Traceability remains a developing issue for the industry. Buds of ideas are all around, addressing various materials and processes, but apparel traceability is not yet scaled. Patagonia's Traceable Down is an example of an individual company's pioneering action, while the Better Cotton Initiative's Chain of Custody demonstrates an industry approach to driving traceability. These bright spots are real but rare. Good technology solutions exist. The project identified five software providers that seem well positioned to meet the industry's functional and technical requirements for traceability: AmberRoad; ChainPoint; GT Nexus; SourceTrace; and TraceTracker. Other effective providers may be out there, but after detailed assessment, these five providers currently offer the apparel sector the most relevant and proven services.

 

While individual company actions may create windows, collective action could force walls to come crumbling down. The project identified four opportunities for the apparel sector to collectively drive traceability: harmonising efforts in cotton; developing traceable viscose; creating visibility in outsourcing and sub-contracting; and mapping homeworkers. BSR is talking to interested brands to verify that these opportunities resonate with their needs and to discover if there are other good ideas that should be pursued. To create traceable supply chains, we must search rigorously for knowns while embracing realistically certain unknowns, moving ever forward, illuminating all possible areas and managing at once the measurable and the unmeasurable.

 

Opportunities to advance traceability

BSR identified the following recommendations for possible collaborative projects to create more traceability in the apparel supply chain, and the C&A Foundation would like to talk to apparel brands about what projects would it make sense for C&A Foundation to drive or support. In all cases, the objective is to include and support existing collaborative initiatives as much as possible.

 

Opportunities Focused on Materials:

1. Cotton Traceability: There is a lot of work being done to advance the traceability of cotton, arguably the most important natural raw material for the industry, rife with sustainability challenges. C&A Foundation would like to explore further scaling the traceability efforts related to cotton, for example, 1) scaling the Better Cotton Initiative traceability programme, and/ or 2) providing a traceability tool to the Organic Cotton Accelerator.

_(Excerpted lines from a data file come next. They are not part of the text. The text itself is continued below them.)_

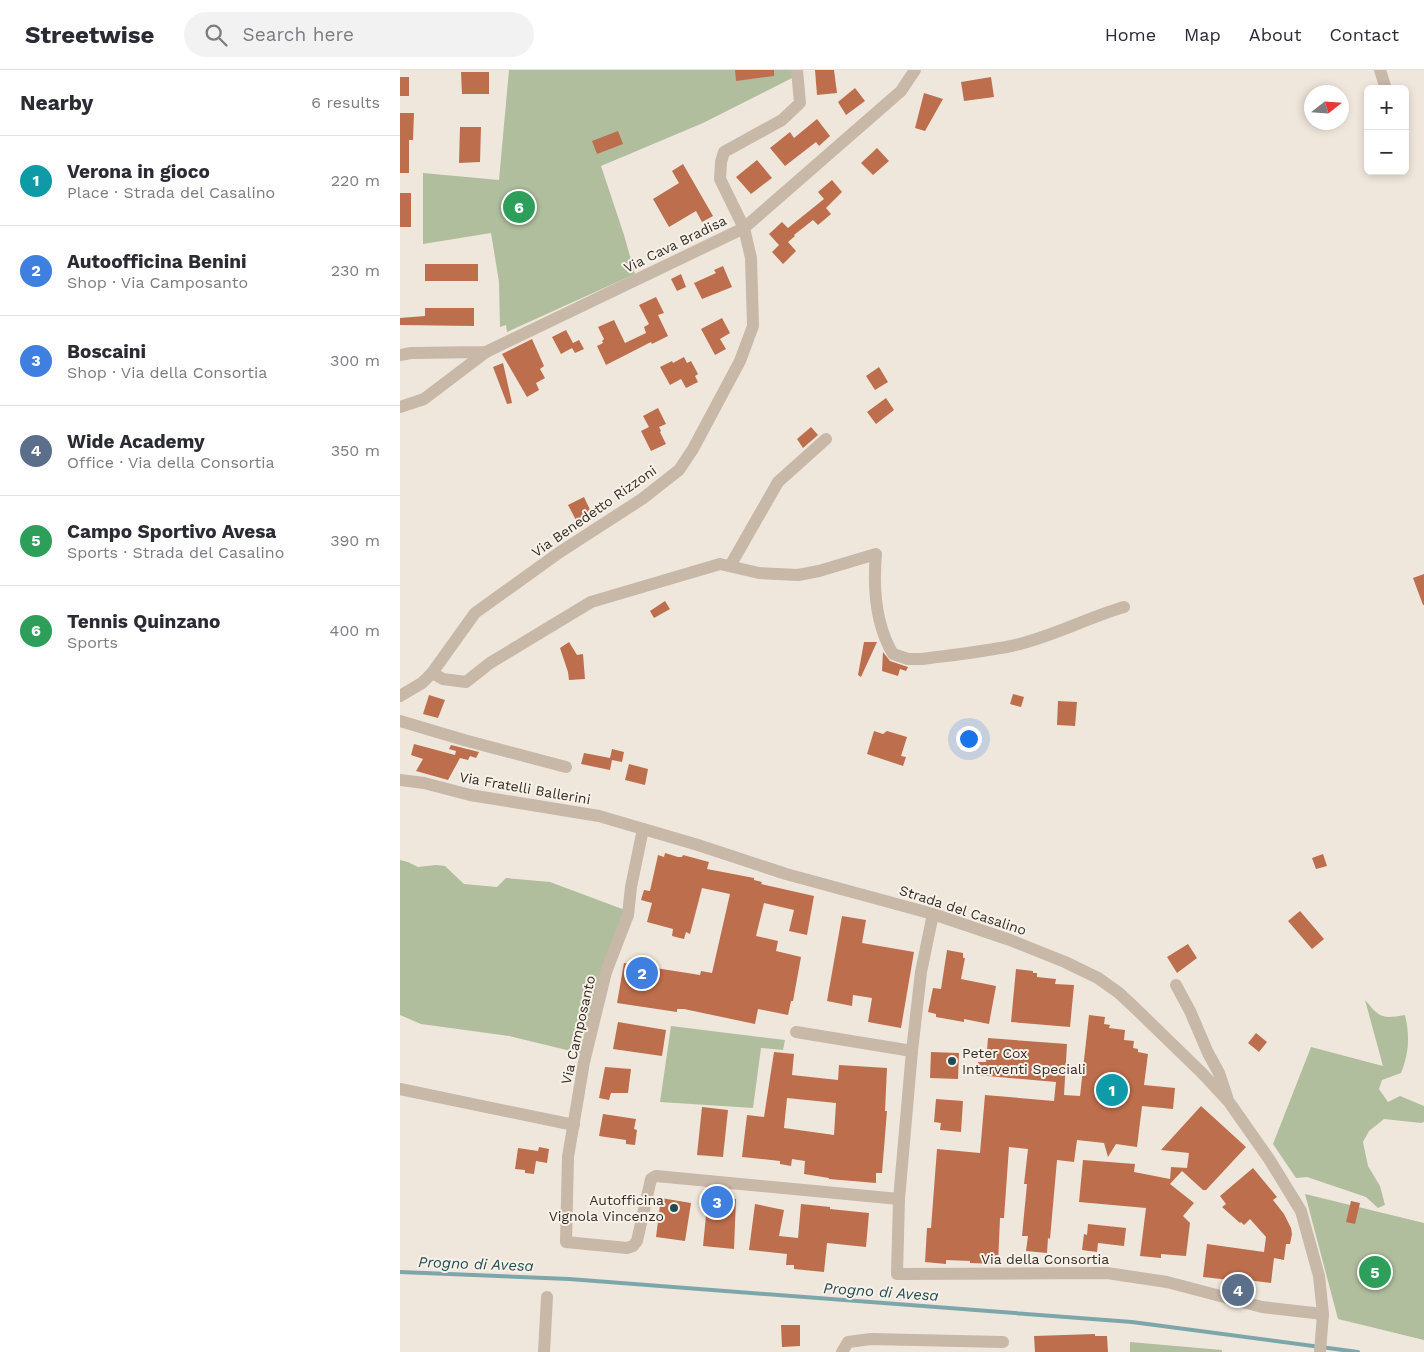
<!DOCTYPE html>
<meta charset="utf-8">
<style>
:root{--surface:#fff;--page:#f2f2f3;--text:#2b2b33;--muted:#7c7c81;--line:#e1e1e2;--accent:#7c3aed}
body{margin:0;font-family:"Work Sans",sans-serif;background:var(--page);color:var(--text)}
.controls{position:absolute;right:15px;top:15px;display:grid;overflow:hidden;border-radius:8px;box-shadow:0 2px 8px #0003}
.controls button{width:45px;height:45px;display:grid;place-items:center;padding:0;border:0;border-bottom:1px solid var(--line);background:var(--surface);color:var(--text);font:25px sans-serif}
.compass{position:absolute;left:904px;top:15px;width:45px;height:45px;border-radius:50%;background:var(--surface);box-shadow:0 2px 8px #0003;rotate:73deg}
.you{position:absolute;left:568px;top:668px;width:18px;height:18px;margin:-12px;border:4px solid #fff;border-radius:50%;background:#1a73e8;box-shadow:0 0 0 8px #1a73e833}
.badge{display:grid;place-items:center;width:32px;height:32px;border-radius:50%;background:var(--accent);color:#fff;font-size:16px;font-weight:700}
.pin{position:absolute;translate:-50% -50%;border:2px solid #fff;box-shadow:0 1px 5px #0006}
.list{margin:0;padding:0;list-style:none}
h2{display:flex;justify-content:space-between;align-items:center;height:65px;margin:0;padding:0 20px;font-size:21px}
h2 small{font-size:16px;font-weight:400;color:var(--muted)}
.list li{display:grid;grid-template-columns:32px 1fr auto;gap:15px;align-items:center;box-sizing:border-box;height:90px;padding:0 20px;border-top:1px solid var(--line)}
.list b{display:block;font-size:19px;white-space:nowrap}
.list p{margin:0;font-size:16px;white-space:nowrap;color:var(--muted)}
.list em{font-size:16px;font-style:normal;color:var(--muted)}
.icon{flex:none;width:28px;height:28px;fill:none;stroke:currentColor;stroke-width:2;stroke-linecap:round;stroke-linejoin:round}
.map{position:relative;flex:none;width:1024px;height:1282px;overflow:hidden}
header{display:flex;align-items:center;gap:30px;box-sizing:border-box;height:70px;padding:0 25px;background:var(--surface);border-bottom:1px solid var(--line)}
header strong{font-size:24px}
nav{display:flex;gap:28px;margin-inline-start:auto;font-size:18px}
.search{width:350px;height:45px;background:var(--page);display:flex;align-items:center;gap:12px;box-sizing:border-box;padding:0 18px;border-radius:28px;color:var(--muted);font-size:19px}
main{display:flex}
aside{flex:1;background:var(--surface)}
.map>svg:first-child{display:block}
.green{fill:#b1be9d}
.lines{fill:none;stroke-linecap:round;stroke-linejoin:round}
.stream{stroke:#7da6ab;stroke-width:4}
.building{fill:#bd6e4c;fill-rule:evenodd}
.minor{stroke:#c7b8a8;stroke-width:12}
.poi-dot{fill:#204d53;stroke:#f8f1e8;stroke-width:2}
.labels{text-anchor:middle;stroke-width:4;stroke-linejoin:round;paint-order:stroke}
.street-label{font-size:14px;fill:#352d28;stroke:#f8f1e8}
.poi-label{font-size:14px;fill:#352d28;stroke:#f8f1e8;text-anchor:start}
.water-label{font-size:15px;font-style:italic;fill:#204d53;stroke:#f8f1e8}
</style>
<header>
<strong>Streetwise</strong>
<div class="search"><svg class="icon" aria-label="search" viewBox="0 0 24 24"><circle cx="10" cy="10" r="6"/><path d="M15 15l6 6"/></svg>Search here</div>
<nav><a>Home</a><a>Map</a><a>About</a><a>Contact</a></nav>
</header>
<main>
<aside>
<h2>Nearby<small>6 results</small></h2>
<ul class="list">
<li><span class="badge" style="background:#0f9aa8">1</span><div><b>Verona in gioco</b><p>Place · Strada del Casalino</p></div><em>220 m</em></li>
<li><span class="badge" style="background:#3f7fe0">2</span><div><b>Autoofficina Benini</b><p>Shop · Via Camposanto</p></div><em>230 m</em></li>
<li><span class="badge" style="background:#3f7fe0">3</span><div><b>Boscaini</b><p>Shop · Via della Consortia</p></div><em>300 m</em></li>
<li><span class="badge" style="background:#5c6f8a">4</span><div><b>Wide Academy</b><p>Office · Via della Consortia</p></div><em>350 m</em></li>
<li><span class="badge" style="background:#2e9e5b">5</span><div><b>Campo Sportivo Avesa</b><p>Sports · Strada del Casalino</p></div><em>390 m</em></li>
<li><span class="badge" style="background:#2e9e5b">6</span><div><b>Tennis Quinzano</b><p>Sports</p></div><em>400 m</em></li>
</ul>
</aside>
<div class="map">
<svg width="1024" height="1282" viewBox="0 0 1024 1282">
<rect width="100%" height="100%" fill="#f0e7dc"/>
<g class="green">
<polygon points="109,0 392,0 392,8 303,53 201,96 224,165 235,204 107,262 106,255 100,257 99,212 91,163 23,174 23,103 99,110"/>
<polygon points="0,790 8,792 18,797 36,795 45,796 64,814 97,817 106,808 150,812 225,840 183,984 109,966 21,954 0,945"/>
<path d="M 965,930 C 980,948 982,949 1005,945 C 1010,966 1009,983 1001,1003 L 982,1010 L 979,1019 L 988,1032 L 1000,1026 L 1024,1036 L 1024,1052 L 1021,1053 L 984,1049 L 969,1061 L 963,1072 L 968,1096 L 980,1116 L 985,1135 L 978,1138 L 966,1127 L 907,1107 L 896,1108 L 873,1074 L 911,977 L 983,996 Z"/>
<polygon points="271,956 385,970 383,980 361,978 353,1038 260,1032"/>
<polygon points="905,1124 1024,1153 1024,1270 938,1249"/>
<polygon points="730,1272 822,1280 822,1282 730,1282"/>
</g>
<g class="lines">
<polyline class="stream" points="0,1202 169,1209 732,1252 958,1282"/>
</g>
<g class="building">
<polygon points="335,0 374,0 374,6 336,11"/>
<polygon points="415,0 434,0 437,23 417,25"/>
<polygon points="61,2 89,2 89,24 62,24"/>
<rect x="0" y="7" width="9" height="19"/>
<polygon points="591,7 594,27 564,31 561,12"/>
<polygon points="455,18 465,31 446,45 438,32"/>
<polygon points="524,23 543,29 525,61 515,58"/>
<polygon points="0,43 14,43 13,70 9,70 9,103 0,103"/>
<polygon points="417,49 430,66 419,76 416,72 385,96 370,78 390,62 394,68"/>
<polygon points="60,57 81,57 80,92 59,93"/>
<polygon points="218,61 223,74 197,84 192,71"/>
<polygon points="477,78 489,91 473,105 461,93"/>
<polygon points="357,90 372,108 351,124 336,107"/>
<polygon points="283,94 313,146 302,152 296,141 269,157 253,129 279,113 272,101"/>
<polygon points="432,110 442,122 426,138 431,144 418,155 413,150 394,165 395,166 388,172 396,181 383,194 372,182 379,175 369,164 382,152 388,158 424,129 418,122"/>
<rect x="0" y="123" width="11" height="34"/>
<rect x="25" y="194" width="53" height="17"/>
<polygon points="323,196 332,217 302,229 294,213 316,203 314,200"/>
<polygon points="281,204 286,217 277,221 271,209"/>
<polygon points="256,227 264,243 258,245 268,266 252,274 251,272 206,295 197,276 203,273 202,271 204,269 198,257 214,250 225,273 246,263 244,257 249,254 239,235"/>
<polygon points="25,238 74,238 74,256 0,255 0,248 25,246"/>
<polygon points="322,248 330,263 320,269 326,279 315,285 301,259"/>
<polygon points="166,260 173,273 179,270 184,279 175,283 172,278 161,284 152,267"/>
<polygon points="132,269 144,296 140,299 145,308 136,313 139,320 127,327 102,284"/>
<polygon points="284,287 287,293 291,291 298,304 295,306 298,312 286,318 281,309 270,315 260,297 272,291 273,293"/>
<polygon points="103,293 112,333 107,334 93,297"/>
<polygon points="479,297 488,312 475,320 466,306"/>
<polygon points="486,328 494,340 476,354 467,342"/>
<polygon points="258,338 266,354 259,357 261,361 260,362 266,374 251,381 241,361 249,357 243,346"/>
<polygon points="411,357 418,365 403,378 397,369"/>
<polygon points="184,427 192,444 177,452 168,435"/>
<polygon points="1024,504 1024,535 1023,535 1013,508"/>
<polygon points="265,531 270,539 254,548 250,541"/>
<polygon points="169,572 177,585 183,584 185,609 169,610 168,602 160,578"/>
<polygon points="464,572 477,572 461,607 458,605"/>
<polygon points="483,582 490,591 508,597 506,601 500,599 498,606 482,601"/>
<polygon points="613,624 624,627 621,637 610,634"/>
<polygon points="29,625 45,630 38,648 23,644"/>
<polygon points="658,631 677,632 675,656 657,655"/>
<polygon points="474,661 483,664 487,661 507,667 501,686 506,687 503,696 467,684"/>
<polygon points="14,674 55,685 56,681 49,679 51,675 79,682 76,688 70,686 68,690 60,688 48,710 16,701 23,689 11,685"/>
<polygon points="212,679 224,682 222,692 212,690 210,700 181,694 184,683 210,688"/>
<polygon points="229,694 248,699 245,715 225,710"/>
<polygon points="265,783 278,787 282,787 283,785 309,792 307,799 354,808 354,810 362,812 361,814 414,826 407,865 389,861 394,840 364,833 356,866 378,871 376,881 401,887 393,931 391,931 388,945 358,939 355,954 284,939 277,939 277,942 217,933 224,893 300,905 301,901 312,903 330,824 302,818 290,864 286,862 284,869 272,866 273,859 247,852 252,833 241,830 244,820 250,821 258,785 264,787"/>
<polygon points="923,784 927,796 916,799 912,788"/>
<polygon points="900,841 924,869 912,879 888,851"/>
<polygon points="442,846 466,850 462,873 514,882 501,958 468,952 472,928 453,925 452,936 427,931"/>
<polygon points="788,874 797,888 777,903 767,887"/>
<polygon points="547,880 563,883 563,888 565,888 561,909 596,916 589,954 564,949 564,952 536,947 536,944 528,942 533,918 541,919"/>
<polygon points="616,899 633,901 633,903 637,903 637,907 656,909 655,914 674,915 670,957 611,952"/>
<polygon points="689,945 705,947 704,954 710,955 709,958 725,960 724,970 734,971 733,978 738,979 738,982 748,984 744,1015 775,1018 773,1039 742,1036 737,1077 716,1074 708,1087 704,1073 677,1070 674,1092 657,1090 650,1169 648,1168 647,1183 626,1181 628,1166 622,1166 627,1114 624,1114 628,1079 609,1077 604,1148 600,1148 598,1194 570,1193 570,1191 546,1190 546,1194 525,1192 527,1158 531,1158 537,1079 580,1083 585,1025 654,1031 656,1012 577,1005 578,992 586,992 588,968 667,974 664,1025 680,1026"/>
<polygon points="218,952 266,960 262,986 213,979"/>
<polygon points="856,963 867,972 859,982 848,973"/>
<path d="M 374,982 L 394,984 L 392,1005 L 438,1010 L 439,995 L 487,998 L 485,1041 L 487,1041 L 482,1103 L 476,1103 L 476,1113 L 429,1109 L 429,1108 L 404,1104 L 405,1091 L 392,1089 L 391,1096 L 380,1094 L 380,1091 L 342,1087 L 347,1045 L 364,1047 ZM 387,1028 L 436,1033 L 434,1065 L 384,1058 Z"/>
<polygon points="531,982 559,983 558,1009 530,1008"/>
<polygon points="205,997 231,999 228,1023 211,1023 209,1030 199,1028"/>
<polygon points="536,1029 563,1031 561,1062 540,1060 541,1053 534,1052"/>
<polygon points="801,1036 846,1077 806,1120 803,1120 782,1101 770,1114 794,1133 783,1146 790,1153 786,1186 761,1184 761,1188 740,1186 746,1138 679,1132 683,1090 735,1094 734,1102 770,1109 771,1097 787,1098 789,1083 761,1080"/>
<polygon points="302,1037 328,1040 323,1087 297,1085"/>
<polygon points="203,1044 236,1049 234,1059 237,1060 235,1075 226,1074 226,1070 199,1066"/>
<polygon points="139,1077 149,1079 147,1093 136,1091 134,1104 125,1103 125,1100 115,1099 118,1078 138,1081"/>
<polygon points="853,1098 877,1127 873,1130 884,1144 891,1158 892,1164 890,1174 886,1174 884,1190 874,1188 871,1213 839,1209 839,1211 803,1207 807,1174 864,1182 866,1167 850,1149 844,1155 841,1152 840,1153 822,1137 826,1134 820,1126"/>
<polygon points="308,1125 336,1129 334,1179 303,1176"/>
<polygon points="261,1128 291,1133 285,1171 256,1167"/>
<polygon points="951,1131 960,1133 955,1154 946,1152"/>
<polygon points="355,1134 384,1140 379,1166 398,1168 401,1134 430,1137 430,1139 469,1143 466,1177 427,1173 424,1202 394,1199 394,1195 386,1195 387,1184 349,1180"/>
<polygon points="688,1154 726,1158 724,1176 698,1173 697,1182 682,1180 684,1164 687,1165"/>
<polygon points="381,1255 400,1255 400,1276 382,1277"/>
<polygon points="695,1264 695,1266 707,1266 708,1282 635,1282 634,1266"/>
</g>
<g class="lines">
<g class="minor">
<polyline points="980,0 986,19"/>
<polyline points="0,285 11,283 86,282 344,158 501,21 515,0"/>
<polyline points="0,337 24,329 86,282"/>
<polyline points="330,496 378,412 426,369"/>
<path d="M 32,603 L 43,609 L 66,612 L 90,593 L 191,532 L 320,494 L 359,503 L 398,505 L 419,501 L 476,484 C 473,518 475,554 493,584 L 508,589 L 522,589 C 552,585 582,582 611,576 C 650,568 686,548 724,537"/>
<polyline points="0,626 22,613 32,603 75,543 160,482 242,429 279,400 293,379 340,291 353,256 351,188 344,158 320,109 321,92 324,82 382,50 400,33 397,0"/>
<polyline points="0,651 64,670 166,697"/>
<polyline points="0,710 24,713 70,725 199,746 298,775 386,804 533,844 610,870 665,892 698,908 719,923 734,937 802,1003 829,1032 869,1089 901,1141 919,1206 923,1244 920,1282"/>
<polyline points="243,759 231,817 228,845 206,902 184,992 168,1087 166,1172 227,1178 233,1176 237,1171 251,1109 256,1106 499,1129"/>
<polyline points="533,844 521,902 512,981 499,1129 497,1204 707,1203 767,1212 862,1237 923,1244"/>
<polyline points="776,915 790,941 808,983 819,1003 827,1027"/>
<polyline points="396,962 512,981"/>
<polyline points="0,1019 174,1055"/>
<polyline points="144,1282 147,1227"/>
<polyline points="442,1282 448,1272 471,1269 603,1272"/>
</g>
</g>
<g class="poi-dot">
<circle cx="552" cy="991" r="5"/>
<circle cx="274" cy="1138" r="5"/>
</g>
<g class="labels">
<g class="street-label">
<text transform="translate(275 174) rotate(-26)" y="5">Via Cava Bradisa</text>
<text transform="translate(194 441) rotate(-35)" y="5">Via Benedetto Rizzoni</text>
<text transform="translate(125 718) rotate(10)" y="5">Via Fratelli Ballerini</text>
<text transform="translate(563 840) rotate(18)" y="5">Strada del Casalino</text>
<text transform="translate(178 960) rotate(-77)" y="5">Via Camposanto</text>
<text x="645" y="1194">Via della Consortia</text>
</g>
<g class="poi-label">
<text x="562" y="988">Peter Cox<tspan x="562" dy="16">Interventi Speciali</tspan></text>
<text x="264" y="1135" text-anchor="end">Autofficina<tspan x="264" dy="16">Vignola Vincenzo</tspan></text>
</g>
<g class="water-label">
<text transform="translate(76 1194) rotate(2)" y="5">Progno di Avesa</text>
<text transform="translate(481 1222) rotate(4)" y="5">Progno di Avesa</text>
</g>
</g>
</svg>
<div class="controls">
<button>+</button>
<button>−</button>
</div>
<svg class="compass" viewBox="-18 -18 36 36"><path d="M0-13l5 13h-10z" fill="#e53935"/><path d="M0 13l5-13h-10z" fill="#7c7c81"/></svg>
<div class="you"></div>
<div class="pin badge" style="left:712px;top:1020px;background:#0f9aa8">1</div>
<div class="pin badge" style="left:242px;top:903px;background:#3f7fe0">2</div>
<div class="pin badge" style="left:317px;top:1132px;background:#3f7fe0">3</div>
<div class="pin badge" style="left:838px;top:1220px;background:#5c6f8a">4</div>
<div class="pin badge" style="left:975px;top:1202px;background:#2e9e5b">5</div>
<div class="pin badge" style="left:119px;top:137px;background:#2e9e5b">6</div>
</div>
</main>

2. Viscose Traceability: The C&A Foundation believes there is a strong opportunity to create a traceability prototype for tracing viscose fabric to raw materials to tackle deforestation and achieve various business benefits.

 

Opportunities Focused on Subcontracting and Decentralised Production:

1. Garment Production Subcontracting: There are numerous existing sustainability initiatives looking to address labour rights issues linked to garment production and particularly subcontracting. This opportunity would involve bringing the traceability solution to this challenge, enabling visibility of the chain of subcontractors in the supply chain in specific geographies.

 

2. Homeworkers: This project would be an effort to map the global supply chain for decentralised homeworking production. While not a traceability tool prototype, this kind of a mapping exercise would be extremely valuable to the market.

 

Collaboration to improve traceability in apparel supply chains is expected to bring forth a range of benefits including: security of supply; reduced lead time; better capacity to minimise risks; lower production costs; productivity gains; quality improvements; regulatory compliance; verification of sustainability claims; brand reputation; and higher consumer demand. The partners are seeking the participation of apparel companies and other interested stakeholders in the traceability solution.